Syndrome of Inappropriate Antidiuretic Hormone Secretion in Children
What is syndrome of inappropriate antidiuretic hormone secretion (SIADH) in children?
SIADH is when the body makes too much antidiuretic hormone (ADH).
This is a hormone that normally helps the kidneys conserve the correct amount of water
in the body. SIADH causes the body to retain more water than needed. This often leads
to
low sodium levels in the blood (called hyponatremia). SIADH is a rare condition in
children. It most often happens to children who are in the hospital.
What causes SIADH in a child?
SIADH often occurs in people with
heart failure. Or with a brain injury that affects the hypothalamus. The hypothalamus
is
the part of the brain that works with the pituitary gland to make hormones. Other
causes
may include:
- Inflammation of the membranes that cover the brain and spinal cord (meningitis)
- Inflammation of the brain
(encephalitis)
- Brain tumor and other tumors
- Psychosis
- Lung disease, especially pneumonia
- Head injury
- Guillain-Barré syndrome
- Certain medicines, such as
chemotherapy and anti-seizure medicines
- Damage to the hypothalamus or pituitary gland during surgery
- Low amounts of thyroid or parathyroid hormones
- HIV
- Hereditary causes
What are the symptoms of SIADH in a child?
Symptoms can occur a bit differently in each child. In severe cases, symptoms can
include:
- Nausea or vomiting
- Cramps or tremors
- Depressed mood
- Irritability
- Memory problems
- Personality changes, such as anger and confusion
- Hallucinations
- Seizures
- Coma
Many of these symptoms may be
caused by other health problems. Make sure your child sees their healthcare provider
for
a diagnosis.
How is SIADH diagnosed in a child?
The healthcare provider will ask
about your child’s symptoms and health history. They may also ask about your family’s
health history. The provider will do a physical exam of your child. Your child may
also
have blood and urine tests. These tests are done to check:
- Sodium levels in the body (serum and
urine)
- Osmolality (concentration of ions like
sodium) dissolved in your urine and blood
How is SIADH treated in a child?
The most common treatment for SIADH is limiting how much fluid and water your child
has. If the condition is ongoing (chronic), your child may need to limit fluids for
life. Treatment may also include:
- Use of medicine called vasopressin or
desmopressin that blocks the action of ADH
- Surgery to remove a tumor that is making ADH
- Other medicines to help manage body fluid volume
What are possible complications of SIADH in a child?

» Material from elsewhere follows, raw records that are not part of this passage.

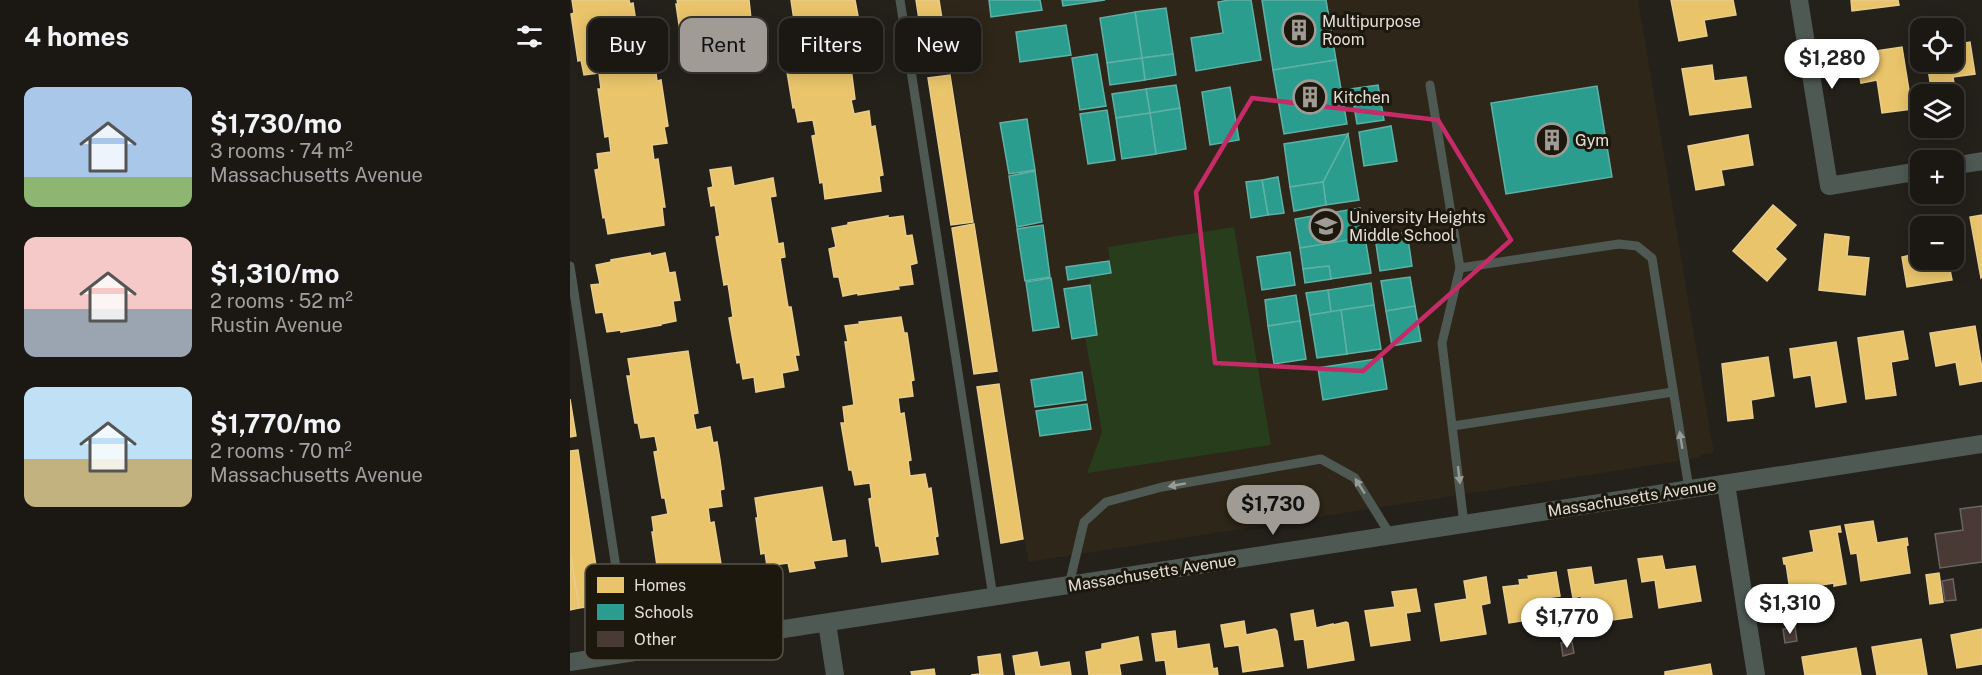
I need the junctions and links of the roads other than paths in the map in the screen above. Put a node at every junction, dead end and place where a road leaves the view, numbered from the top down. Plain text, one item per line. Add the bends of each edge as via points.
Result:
1 (900, 0) edge
2 (1799, 0) edge
3 (1430, 85) dead end
4 (1982, 161) edge
5 (1964, 164) edge
6 (1910, 173) edge
7 (570, 266) edge
8 (1460, 268) junction
9 (1673, 392) junction
10 (1453, 426) junction
11 (1982, 444) edge
12 (1726, 484) junction
13 (1689, 489) junction
14 (1464, 524) junction
15 (1391, 536) junction
16 (615, 564) edge
17 (1069, 585) junction
18 (993, 597) junction
19 (827, 623) junction
20 (783, 630) edge
21 (585, 660) edge
22 (570, 662) edge
23 (835, 675) edge
24 (1756, 675) edge

1 - 18 lane
2 - 6 street via 1829,186
3 - 8 lane
4 - 5 street
7 - 16 lane
8 - 9 lane via 1619,244 1637,246 1652,258
8 - 10 lane via 1442,343
9 - 10 lane
13 -> 9 lane
10 -> 14 lane
11 - 12 street, Massachusetts Avenue
12 - 13 street, Massachusetts Avenue
12 - 24 street
13 - 14 street, Massachusetts Avenue
14 - 15 street, Massachusetts Avenue
15 - 17 street, Massachusetts Avenue
15 -> 17 lane via 1355,478 1321,459 1162,487 1106,502 1084,522
17 - 18 street, Massachusetts Avenue
18 - 19 street, Massachusetts Avenue
19 - 20 street, Massachusetts Avenue
19 - 23 street
21 - 22 street, Massachusetts Avenue

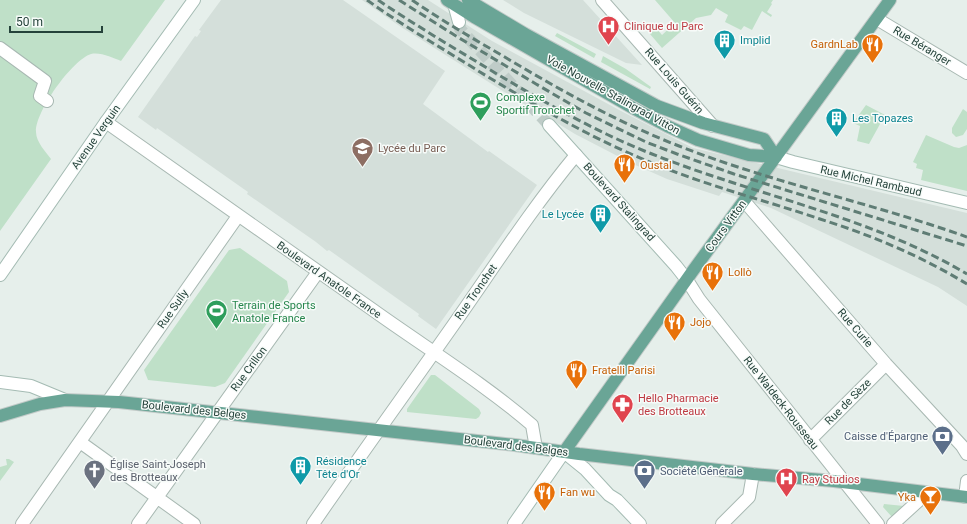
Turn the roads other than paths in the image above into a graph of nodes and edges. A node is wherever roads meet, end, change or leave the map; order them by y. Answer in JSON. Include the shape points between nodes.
{"nodes":[{"id":1,"x":194,"y":0,"type":"edge"},
{"id":2,"x":468,"y":0,"type":"edge"},
{"id":3,"x":602,"y":0,"type":"edge"},
{"id":4,"x":890,"y":0,"type":"edge"},
{"id":5,"x":450,"y":2,"type":"edge"},
{"id":6,"x":877,"y":19,"type":"junction"},
{"id":7,"x":459,"y":22,"type":"tunnel mouth"},
{"id":8,"x":0,"y":48,"type":"edge"},
{"id":9,"x":967,"y":73,"type":"edge"},
{"id":10,"x":47,"y":101,"type":"dead end"},
{"id":11,"x":106,"y":122,"type":"junction"},
{"id":12,"x":549,"y":125,"type":"tunnel mouth"},
{"id":13,"x":714,"y":126,"type":"junction"},
{"id":14,"x":576,"y":155,"type":"junction"},
{"id":15,"x":776,"y":157,"type":"junction"},
{"id":16,"x":744,"y":202,"type":"junction"},
{"id":17,"x":967,"y":203,"type":"edge"},
{"id":18,"x":238,"y":216,"type":"junction"},
{"id":19,"x":318,"y":272,"type":"junction"},
{"id":20,"x":0,"y":275,"type":"edge"},
{"id":21,"x":687,"y":280,"type":"junction"},
{"id":22,"x":434,"y":352,"type":"junction"},
{"id":23,"x":886,"y":364,"type":"junction"},
{"id":24,"x":0,"y":382,"type":"edge"},
{"id":25,"x":65,"y":400,"type":"junction"},
{"id":26,"x":107,"y":402,"type":"junction"},
{"id":27,"x":218,"y":413,"type":"junction"},
{"id":28,"x":0,"y":416,"type":"edge"},
{"id":29,"x":377,"y":431,"type":"junction"},
{"id":30,"x":810,"y":440,"type":"junction"},
{"id":31,"x":80,"y":442,"type":"junction"},
{"id":32,"x":536,"y":448,"type":"junction"},
{"id":33,"x":564,"y":452,"type":"junction"},
{"id":34,"x":967,"y":454,"type":"edge"},
{"id":35,"x":752,"y":474,"type":"junction"},
{"id":36,"x":967,"y":481,"type":"edge"},
{"id":37,"x":845,"y":484,"type":"junction"},
{"id":38,"x":927,"y":493,"type":"junction"},
{"id":39,"x":157,"y":497,"type":"junction"},
{"id":40,"x":966,"y":497,"type":"edge"},
{"id":41,"x":22,"y":524,"type":"edge"},
{"id":42,"x":138,"y":524,"type":"edge"},
{"id":43,"x":194,"y":524,"type":"edge"},
{"id":44,"x":313,"y":524,"type":"edge"},
{"id":45,"x":514,"y":524,"type":"edge"},
{"id":46,"x":640,"y":524,"type":"edge"},
{"id":47,"x":722,"y":524,"type":"edge"},
{"id":48,"x":878,"y":524,"type":"edge"},
{"id":49,"x":893,"y":524,"type":"edge"}],
"edges":[{"from":1,"to":11,"type":"street","name":"Avenue Verguin"},
{"from":2,"to":13,"type":"main road","name":"Voie Nouvelle Stalingrad Vitton","via":[[657,106]]},
{"from":3,"to":13,"type":"street","name":"Rue Louis Guérin"},
{"from":4,"to":6,"type":"main road","name":"Cours Vitton"},
{"from":5,"to":7,"type":"street"},
{"from":5,"to":15,"type":"main road","name":"Voie Nouvelle Stalingrad Vitton","via":[[667,126],[698,140],[749,155]]},
{"from":6,"to":9,"type":"street","name":"Rue Béranger"},
{"from":6,"to":15,"type":"main road","name":"Cours Vitton"},
{"from":8,"to":10,"type":"street","via":[[45,81],[40,96]]},
{"from":11,"to":18,"type":"street","name":"Boulevard Anatole France"},
{"from":11,"to":20,"type":"street","name":"Avenue Verguin"},
{"from":12,"to":14,"type":"street","name":"Boulevard Stalingrad"},
{"from":13,"to":15,"type":"main road","name":"Voie Nouvelle Stalingrad Vitton","via":[[764,139]]},
{"from":14,"to":21,"type":"street","name":"Boulevard Stalingrad"},
{"from":14,"to":22,"type":"street","name":"Rue Tronchet"},
{"from":15,"to":16,"type":"main road","name":"Cours Vitton"},
{"from":15,"to":17,"type":"street","name":"Rue Michel Rambaud"},
{"from":16,"to":21,"type":"main road","name":"Cours Vitton"},
{"from":16,"to":23,"type":"street","name":"Rue Curie"},
{"from":18,"to":19,"type":"street","name":"Boulevard Anatole France"},
{"from":18,"to":26,"type":"street","name":"Rue Sully"},
{"from":19,"to":22,"type":"street","name":"Boulevard Anatole France"},
{"from":19,"to":27,"type":"street","name":"Rue Crillon"},
{"from":21,"to":30,"type":"street","name":"Rue Waldeck-Rousseau","via":[[699,299]]},
{"from":21,"to":33,"type":"main road","name":"Cours Vitton"},
{"from":22,"to":29,"type":"street","name":"Rue Tronchet"},
{"from":22,"to":32,"type":"street","name":"Boulevard Anatole France","via":[[532,425]]},
{"from":23,"to":30,"type":"street","name":"Rue de Sèze"},
{"from":23,"to":34,"type":"street","name":"Rue Curie"},
{"from":24,"to":25,"type":"street","name":"Boulevard des Belges","via":[[31,386]]},
{"from":25,"to":26,"type":"main road","name":"Boulevard des Belges"},
{"from":25,"to":28,"type":"main road","name":"Boulevard des Belges","via":[[40,404]]},
{"from":26,"to":27,"type":"main road","name":"Boulevard des Belges"},
{"from":26,"to":31,"type":"street","name":"Rue Sully"},
{"from":27,"to":29,"type":"main road","name":"Boulevard des Belges"},
{"from":27,"to":39,"type":"street","name":"Rue Crillon"},
{"from":29,"to":32,"type":"main road","name":"Boulevard des Belges"},
{"from":29,"to":44,"type":"street","name":"Rue Tronchet"},
{"from":30,"to":37,"type":"street","name":"Rue Waldeck-Rousseau"},
{"from":31,"to":39,"type":"street"},
{"from":31,"to":41,"type":"street"},
{"from":32,"to":33,"type":"main road","name":"Boulevard des Belges"},
{"from":33,"to":35,"type":"main road","name":"Boulevard des Belges"},
{"from":33,"to":45,"type":"street"},
{"from":33,"to":46,"type":"street"},
{"from":35,"to":37,"type":"main road","name":"Boulevard des Belges"},
{"from":35,"to":47,"type":"street","via":[[749,497]]},
{"from":36,"to":40,"type":"street"},
{"from":37,"to":38,"type":"main road","name":"Boulevard des Belges"},
{"from":37,"to":48,"type":"street","name":"Rue Waldeck-Rousseau"},
{"from":38,"to":40,"type":"main road","name":"Boulevard des Belges"},
{"from":38,"to":49,"type":"street"},
{"from":39,"to":42,"type":"street","name":"Rue Crillon"},
{"from":39,"to":43,"type":"street"}]}
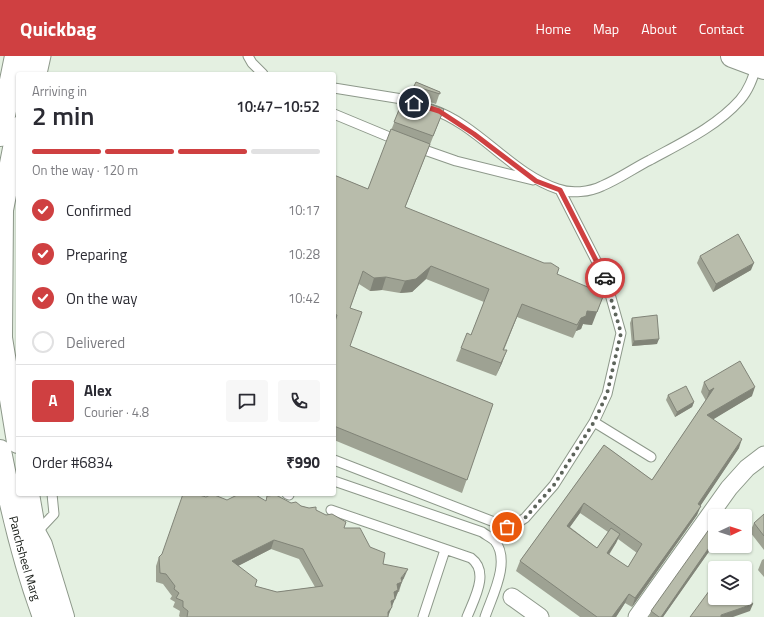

Complications of SIADH depend on how low blood sodium levels are. Possible mild complications
include:
- Headaches
- Depression
- Memory problems
- Muscle cramps
- Tremors
Possible severe complications
include:
- Hallucinations
- Seizures
- Respiratory failure
- Coma
- Death
How can I help my child live with SIADH?
A child with chronic SIADH may need to permanently limit how much
fluid they have. Work with your child's healthcare providers to create an ongoing
plan
to manage your child’s condition.
When should I call my child's healthcare provider?
Get medical attention right away if
your child has symptoms of SIADH (not making urine).
Call the healthcare provider if
your child has chronic SIADH and any of the following occur:
- You have trouble restricting your child's fluid intake
- Your child has new symptoms
Key points about SIADH in children
- SIADH is when the body makes too much antidiuretic hormone (ADH). This is a hormone
that normally helps the kidneys conserve the correct amount of water in the body.
- SIADH causes the body to retain water.
This lowers the level of sodium in the blood. SIADH is rare in children.
- SIADH tends to occur in people with heart failure or with a brain injury that affects
the hypothalamus.
- In severe cases, symptoms can include
nausea or vomiting, cramps or tremors, irritability, and memory problems.
- The most common treatment for SIADH is limiting how much fluid and water your child
has. A child with chronic SIADH may need to permanently limit fluids.
- Treatment may also include medicines or surgery.
Next steps
Tips to help you get the most from a visit to your child’s healthcare provider:
- Know the reason for the visit and what you want to happen.
- Before your visit, write down questions you want answered.
- At the visit, write down the name of a
new diagnosis and any new medicines, treatments, or tests. Also write down any new
instructions your provider gives you for your child.
- Know why a new medicine or treatment
is prescribed and how it will help your child. Also know what the side effects
are.
- Ask if your child’s condition can be treated in other ways.
- Know why a test or procedure is recommended and what the results could mean.
- Know what to expect if your child does not take the medicine or have the test or procedure.
- If your child has a follow-up appointment, write down the date, time, and purpose
for that visit.
- Know how you can contact your child’s provider after office hours. This is important
if your child becomes ill and you have questions or need advice.